Pharmaceutical R&D, Fission in Chain under the Guidance of Policies

发布日期:2016-07-01访问次数: 信息来源:http://www.pharmadl.com字号:[ ]


The unexpected surprise in this Spring may come from an overall promotion of the Sanming Model or an abrupt stop of the electronic drug supervision code. From the author’s point of view, the recently published Notice on the Work Plan of Reforming the Classified Registration of Chemical Drugs (No. [2016] 51) (hereinafter referred to as “Document No. 51”) is undoubtedly one of the far-reaching policies in the pharmaceutical industry. At the micro level, the “product R&D lines” set up with huge investment in pharmaceutical companies would thereby be eliminated and those senior managers in charge of R&D would have to cancel a number of R&D projects that have been approved. At the macro level, pharmaceutical companies would have their business segments or strategic direction adjusted. From generic drugs consistency evaluation, priority review channel to Marketing Authorization Holder (MAH) system, if these R&D policies promulgated by the State get implemented, the backlog of new drug applications will be basically cleared up, as expected, in 2 to 3 years. Under the influence of these policies, the pharmaceutical R&D groups will become a rising power and the pharmaceutical R&D link will boost the innovation level in the pharmaceutical industry with a force of change.

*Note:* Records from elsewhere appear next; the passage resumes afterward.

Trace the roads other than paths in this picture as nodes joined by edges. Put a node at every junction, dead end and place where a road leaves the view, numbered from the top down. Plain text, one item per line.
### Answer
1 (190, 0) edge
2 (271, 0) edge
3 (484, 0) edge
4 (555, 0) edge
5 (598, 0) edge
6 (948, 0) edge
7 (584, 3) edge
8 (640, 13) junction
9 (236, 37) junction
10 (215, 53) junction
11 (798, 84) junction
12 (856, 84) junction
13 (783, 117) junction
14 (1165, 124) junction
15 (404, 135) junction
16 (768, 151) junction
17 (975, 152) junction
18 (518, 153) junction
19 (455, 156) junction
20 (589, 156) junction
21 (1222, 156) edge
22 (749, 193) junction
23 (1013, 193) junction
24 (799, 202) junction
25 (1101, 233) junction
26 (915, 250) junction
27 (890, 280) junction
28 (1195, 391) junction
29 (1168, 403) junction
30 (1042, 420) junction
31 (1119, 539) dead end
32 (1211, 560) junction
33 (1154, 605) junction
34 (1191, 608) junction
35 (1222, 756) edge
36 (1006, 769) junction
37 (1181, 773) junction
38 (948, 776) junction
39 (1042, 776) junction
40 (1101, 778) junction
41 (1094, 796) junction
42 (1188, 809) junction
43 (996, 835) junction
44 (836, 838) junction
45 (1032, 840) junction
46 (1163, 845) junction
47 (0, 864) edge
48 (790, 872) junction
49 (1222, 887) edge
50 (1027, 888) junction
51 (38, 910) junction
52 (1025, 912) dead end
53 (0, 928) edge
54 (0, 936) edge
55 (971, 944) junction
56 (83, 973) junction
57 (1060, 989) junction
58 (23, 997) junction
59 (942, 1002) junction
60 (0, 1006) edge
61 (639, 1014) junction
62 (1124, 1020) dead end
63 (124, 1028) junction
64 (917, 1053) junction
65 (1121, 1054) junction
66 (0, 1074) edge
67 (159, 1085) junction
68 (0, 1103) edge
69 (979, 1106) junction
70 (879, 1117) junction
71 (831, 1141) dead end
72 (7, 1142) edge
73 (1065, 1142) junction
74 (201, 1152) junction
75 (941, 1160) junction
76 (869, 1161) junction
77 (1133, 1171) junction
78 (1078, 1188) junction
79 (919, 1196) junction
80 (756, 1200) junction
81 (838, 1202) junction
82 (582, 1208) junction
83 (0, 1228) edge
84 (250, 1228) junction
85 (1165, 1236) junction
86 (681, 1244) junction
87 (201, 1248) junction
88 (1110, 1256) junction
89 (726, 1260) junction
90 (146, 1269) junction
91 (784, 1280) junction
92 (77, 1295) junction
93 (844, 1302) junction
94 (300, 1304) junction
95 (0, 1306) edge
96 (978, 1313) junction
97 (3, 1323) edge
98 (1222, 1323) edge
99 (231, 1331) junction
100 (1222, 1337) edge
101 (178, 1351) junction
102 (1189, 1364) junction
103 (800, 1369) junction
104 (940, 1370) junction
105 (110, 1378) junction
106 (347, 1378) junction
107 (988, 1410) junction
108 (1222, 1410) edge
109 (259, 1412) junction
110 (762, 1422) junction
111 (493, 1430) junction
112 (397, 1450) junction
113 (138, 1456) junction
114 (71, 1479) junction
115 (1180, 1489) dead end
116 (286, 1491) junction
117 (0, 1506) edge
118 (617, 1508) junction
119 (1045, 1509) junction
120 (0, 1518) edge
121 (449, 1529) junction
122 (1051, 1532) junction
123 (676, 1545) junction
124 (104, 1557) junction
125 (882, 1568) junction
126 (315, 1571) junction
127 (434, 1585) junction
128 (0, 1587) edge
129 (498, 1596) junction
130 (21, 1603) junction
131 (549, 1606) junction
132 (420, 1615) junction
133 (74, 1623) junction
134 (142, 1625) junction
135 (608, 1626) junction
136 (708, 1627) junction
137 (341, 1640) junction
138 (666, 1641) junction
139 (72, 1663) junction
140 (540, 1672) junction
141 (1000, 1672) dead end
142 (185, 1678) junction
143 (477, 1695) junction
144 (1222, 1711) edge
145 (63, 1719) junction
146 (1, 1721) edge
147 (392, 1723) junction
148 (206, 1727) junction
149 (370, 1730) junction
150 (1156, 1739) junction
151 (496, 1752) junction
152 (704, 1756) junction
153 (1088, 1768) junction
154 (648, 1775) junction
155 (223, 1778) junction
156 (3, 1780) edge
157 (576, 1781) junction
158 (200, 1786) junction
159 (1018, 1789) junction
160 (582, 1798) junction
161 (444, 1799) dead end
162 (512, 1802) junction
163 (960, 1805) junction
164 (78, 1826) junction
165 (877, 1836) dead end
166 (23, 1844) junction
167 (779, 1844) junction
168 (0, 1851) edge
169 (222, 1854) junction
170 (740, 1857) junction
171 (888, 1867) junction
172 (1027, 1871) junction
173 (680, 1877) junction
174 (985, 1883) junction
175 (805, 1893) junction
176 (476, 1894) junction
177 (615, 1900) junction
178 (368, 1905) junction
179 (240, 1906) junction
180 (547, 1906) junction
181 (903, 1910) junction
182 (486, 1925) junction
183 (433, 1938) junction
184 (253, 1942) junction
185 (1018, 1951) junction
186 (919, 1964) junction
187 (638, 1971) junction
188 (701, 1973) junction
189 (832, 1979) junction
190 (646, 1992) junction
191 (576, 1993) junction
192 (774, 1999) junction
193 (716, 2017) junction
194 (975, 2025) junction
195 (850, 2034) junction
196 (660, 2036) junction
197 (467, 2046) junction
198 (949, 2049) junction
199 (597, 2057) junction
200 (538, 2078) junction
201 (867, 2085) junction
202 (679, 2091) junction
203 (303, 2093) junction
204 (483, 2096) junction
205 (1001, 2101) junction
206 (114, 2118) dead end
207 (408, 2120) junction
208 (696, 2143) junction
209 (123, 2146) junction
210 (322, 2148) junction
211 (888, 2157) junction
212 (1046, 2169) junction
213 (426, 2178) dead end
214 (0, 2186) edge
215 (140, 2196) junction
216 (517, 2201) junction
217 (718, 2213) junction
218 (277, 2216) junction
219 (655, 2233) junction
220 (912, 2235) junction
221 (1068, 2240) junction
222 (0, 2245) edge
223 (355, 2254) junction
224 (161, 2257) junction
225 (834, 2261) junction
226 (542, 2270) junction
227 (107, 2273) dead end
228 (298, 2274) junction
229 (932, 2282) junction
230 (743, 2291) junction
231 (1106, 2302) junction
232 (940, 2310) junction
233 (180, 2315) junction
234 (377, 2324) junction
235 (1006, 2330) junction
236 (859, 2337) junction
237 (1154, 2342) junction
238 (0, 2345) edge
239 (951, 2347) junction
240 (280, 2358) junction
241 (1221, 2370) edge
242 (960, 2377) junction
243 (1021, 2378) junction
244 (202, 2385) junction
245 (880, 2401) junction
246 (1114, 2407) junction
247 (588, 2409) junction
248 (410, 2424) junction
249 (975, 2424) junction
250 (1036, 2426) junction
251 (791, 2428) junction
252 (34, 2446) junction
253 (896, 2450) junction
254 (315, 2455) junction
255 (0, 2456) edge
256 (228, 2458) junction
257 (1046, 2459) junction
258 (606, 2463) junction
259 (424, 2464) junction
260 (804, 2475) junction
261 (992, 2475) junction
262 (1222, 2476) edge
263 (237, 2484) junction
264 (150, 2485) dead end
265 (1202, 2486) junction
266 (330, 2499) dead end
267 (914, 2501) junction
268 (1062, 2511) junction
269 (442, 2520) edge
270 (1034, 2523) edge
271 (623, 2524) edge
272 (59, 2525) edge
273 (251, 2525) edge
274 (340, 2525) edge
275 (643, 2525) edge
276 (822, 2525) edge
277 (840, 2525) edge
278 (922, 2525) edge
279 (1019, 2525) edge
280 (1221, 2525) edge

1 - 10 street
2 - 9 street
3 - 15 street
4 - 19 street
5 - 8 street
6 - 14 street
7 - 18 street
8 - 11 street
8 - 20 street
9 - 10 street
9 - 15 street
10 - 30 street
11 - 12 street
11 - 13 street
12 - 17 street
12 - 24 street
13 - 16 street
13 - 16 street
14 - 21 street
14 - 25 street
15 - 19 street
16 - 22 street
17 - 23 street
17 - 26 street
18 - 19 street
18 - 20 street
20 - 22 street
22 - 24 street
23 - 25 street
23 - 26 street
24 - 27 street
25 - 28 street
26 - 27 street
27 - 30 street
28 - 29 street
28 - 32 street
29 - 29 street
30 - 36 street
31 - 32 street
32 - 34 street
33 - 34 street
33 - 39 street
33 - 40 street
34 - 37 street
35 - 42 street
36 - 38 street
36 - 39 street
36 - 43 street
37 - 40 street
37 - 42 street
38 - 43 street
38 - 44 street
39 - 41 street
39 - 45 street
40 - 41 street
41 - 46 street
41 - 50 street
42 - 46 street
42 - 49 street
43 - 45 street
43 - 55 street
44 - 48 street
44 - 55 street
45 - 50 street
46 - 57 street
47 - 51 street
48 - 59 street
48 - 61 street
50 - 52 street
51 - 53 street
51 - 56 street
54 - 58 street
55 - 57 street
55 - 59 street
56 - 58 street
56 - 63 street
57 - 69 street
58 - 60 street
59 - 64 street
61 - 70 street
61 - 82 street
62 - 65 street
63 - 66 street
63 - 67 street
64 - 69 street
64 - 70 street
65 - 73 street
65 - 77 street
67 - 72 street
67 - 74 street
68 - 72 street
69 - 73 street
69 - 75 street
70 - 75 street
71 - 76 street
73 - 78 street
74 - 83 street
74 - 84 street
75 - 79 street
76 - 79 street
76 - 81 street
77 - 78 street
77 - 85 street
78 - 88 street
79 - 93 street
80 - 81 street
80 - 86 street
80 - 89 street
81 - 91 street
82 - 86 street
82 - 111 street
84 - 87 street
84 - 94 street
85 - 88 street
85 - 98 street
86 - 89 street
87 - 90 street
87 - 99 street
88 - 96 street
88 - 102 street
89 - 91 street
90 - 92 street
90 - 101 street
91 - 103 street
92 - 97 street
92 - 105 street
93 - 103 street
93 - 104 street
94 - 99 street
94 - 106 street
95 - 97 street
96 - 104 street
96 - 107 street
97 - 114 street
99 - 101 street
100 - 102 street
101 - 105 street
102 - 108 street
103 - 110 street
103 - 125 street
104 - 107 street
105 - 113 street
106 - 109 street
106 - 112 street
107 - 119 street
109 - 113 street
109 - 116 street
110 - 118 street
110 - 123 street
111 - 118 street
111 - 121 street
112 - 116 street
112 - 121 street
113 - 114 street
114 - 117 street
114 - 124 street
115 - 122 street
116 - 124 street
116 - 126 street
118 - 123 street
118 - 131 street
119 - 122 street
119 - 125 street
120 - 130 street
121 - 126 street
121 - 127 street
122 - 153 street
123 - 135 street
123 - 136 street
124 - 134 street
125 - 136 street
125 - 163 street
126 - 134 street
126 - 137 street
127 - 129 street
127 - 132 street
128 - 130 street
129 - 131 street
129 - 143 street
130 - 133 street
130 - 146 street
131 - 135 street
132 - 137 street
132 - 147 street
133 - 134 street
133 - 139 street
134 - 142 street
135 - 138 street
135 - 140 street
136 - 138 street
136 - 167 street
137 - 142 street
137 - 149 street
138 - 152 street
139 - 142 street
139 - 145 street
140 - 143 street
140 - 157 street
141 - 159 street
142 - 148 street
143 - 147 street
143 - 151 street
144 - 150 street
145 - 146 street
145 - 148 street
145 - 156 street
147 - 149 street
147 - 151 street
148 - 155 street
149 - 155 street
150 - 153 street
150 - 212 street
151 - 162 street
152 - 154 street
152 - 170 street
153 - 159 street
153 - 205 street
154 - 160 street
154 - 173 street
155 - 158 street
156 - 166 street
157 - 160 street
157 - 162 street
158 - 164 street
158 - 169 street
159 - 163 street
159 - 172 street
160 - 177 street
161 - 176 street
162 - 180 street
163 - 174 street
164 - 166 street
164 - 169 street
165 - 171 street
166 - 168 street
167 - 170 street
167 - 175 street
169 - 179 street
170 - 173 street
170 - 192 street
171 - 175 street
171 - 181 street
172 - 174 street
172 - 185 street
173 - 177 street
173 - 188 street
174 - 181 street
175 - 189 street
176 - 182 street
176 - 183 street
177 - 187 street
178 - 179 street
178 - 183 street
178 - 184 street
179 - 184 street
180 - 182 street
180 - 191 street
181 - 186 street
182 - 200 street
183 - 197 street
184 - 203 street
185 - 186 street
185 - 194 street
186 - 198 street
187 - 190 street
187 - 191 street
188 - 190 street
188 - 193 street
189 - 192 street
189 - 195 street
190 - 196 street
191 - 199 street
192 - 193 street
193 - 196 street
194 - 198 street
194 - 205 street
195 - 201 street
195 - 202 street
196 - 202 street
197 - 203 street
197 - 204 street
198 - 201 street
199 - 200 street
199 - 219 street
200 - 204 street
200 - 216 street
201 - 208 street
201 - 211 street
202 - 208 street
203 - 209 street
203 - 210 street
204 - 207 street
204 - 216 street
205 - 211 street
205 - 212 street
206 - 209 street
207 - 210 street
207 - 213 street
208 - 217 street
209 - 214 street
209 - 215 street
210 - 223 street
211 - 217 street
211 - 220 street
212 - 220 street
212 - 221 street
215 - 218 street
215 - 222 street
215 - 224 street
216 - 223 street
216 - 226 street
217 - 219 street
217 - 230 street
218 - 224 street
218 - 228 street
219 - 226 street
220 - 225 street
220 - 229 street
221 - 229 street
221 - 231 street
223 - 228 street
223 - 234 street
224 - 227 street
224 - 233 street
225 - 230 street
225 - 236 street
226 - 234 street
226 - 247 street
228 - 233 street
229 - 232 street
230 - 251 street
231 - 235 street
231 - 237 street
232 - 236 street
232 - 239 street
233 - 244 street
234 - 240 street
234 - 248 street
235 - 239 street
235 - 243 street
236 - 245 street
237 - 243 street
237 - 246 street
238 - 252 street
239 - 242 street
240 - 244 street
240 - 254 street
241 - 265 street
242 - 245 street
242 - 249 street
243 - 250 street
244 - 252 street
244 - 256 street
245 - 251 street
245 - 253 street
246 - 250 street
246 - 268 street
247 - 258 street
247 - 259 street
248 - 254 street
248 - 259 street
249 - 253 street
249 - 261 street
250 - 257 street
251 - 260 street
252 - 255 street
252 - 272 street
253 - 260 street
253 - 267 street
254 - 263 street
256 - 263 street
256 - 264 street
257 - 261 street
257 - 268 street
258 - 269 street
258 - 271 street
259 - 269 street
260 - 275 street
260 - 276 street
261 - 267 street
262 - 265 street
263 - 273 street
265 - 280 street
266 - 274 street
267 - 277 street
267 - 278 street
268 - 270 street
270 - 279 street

The new Category II shines as the old Category III gets blown out. We’ve got to acknowledge that Document No. 51 imposes new challenges to the routine R&D declarations as a whole, as those products under the old Category III become generic drugs and the new drug certificate and monitoring period are gone. The once popular new drugs under Category 3.1 have also declined. However, the rises always come along with the falls, as the old Categories IV and V have got their positions apparently improved and the new Category II has sprung up. Regarding Document No. 51, there are a number of technical issues open for discussion, such as the specific evaluation indicators and criteria of “having clinical value advantages”. In general, the R&D focus shall be shifted from pre-clinical research to clinical research and the clinical data will become the focus of attention. Moreover, following the campaign to crack down on “data fraud”, such issues have been straightened out at the regulatory level. At the enterprise level, clinical trials turn out to be the focus of attention as R&D ideas are clinically oriented and experiment data come from clinical trials, which will eventually guarantee the generation of new drugs. Therefore, pharmaceutical companies should start in-depth communication with clinical experts from the R&D stage, rather than just track the expiry of foreign patents. As mentioned above, clinical trials become the focus of attention and professional CRO companies will put more energy into clinical trials. When selecting a R&D partner, enterprises must take the potential partner’s clinical capability into full consideration.

R&D professionals become a rising power in the industry. In the opinion of, the author, pharmaceutical R&D in the future will gradually turn out to be independent and platform-oriented. There will be large amounts of “R&D Makers” that keep emerging thanks to the Marketing Authorization Holder (MAH) system and reduced financing costs, so that R&D organizations or individuals will enjoy a greater say. Since only a handful of pharmaceutical companies have strong R&D capabilities, how to realize high output with small investment makes the focus of attention among pharmaceutical companies. The author has summarized the existing R&D models in the pharmaceutical industry, which include such three types as opportunity cooperation model, R&D management model and venture investment model. For R&D, enterprises should combine different models based on their R&D level, R&D investment and external management capability. With limited internal resources, the author suggests that the R&D department in an enterprise must get its role shifted from a participant to a manager and from a resource provider to a resource integrator.

All in all, market and products matter. Only after the development objectives and positioning of a company is clearly defined can the R&D, Marketing, Merger & Acquisition and Production departments determine their respective strategies, which include the company scale, therapeutic areas, business layout and key products. When a company encounters growth bottlenecks and performance decline, it must be caused by something wrong in the R&D link which took place at least five years ago. So it’s impossible for the company to resolve the problems by resorting to R&D. Therefore, it is particularly important to work out the product strategy planning in advance and to identify which products are making profit contributions at present, which are strategic products in the future, which are scale products, and which are profitable products. Only by doing so can a company determine its R&D priorities and business layout in the future. Since the R&D policies are made clear now, pharmaceutical companies’ R&D ideas and strategies should be made even more market-oriented and clinically oriented, while adopting the “review” strategy as a competitive strategy in addition to the marketing and sales strategies. In this respect, Chia Tai Tianqing’s R&D idea is valuable for reference. For instance, Chia Tai Tianqing launched Entecavir Maleate Tablets following its development and marketing of the first-to-market generic drug of Entecavir. The company participates in the bidding with exclusive products and thereby enjoys double market competition benefits.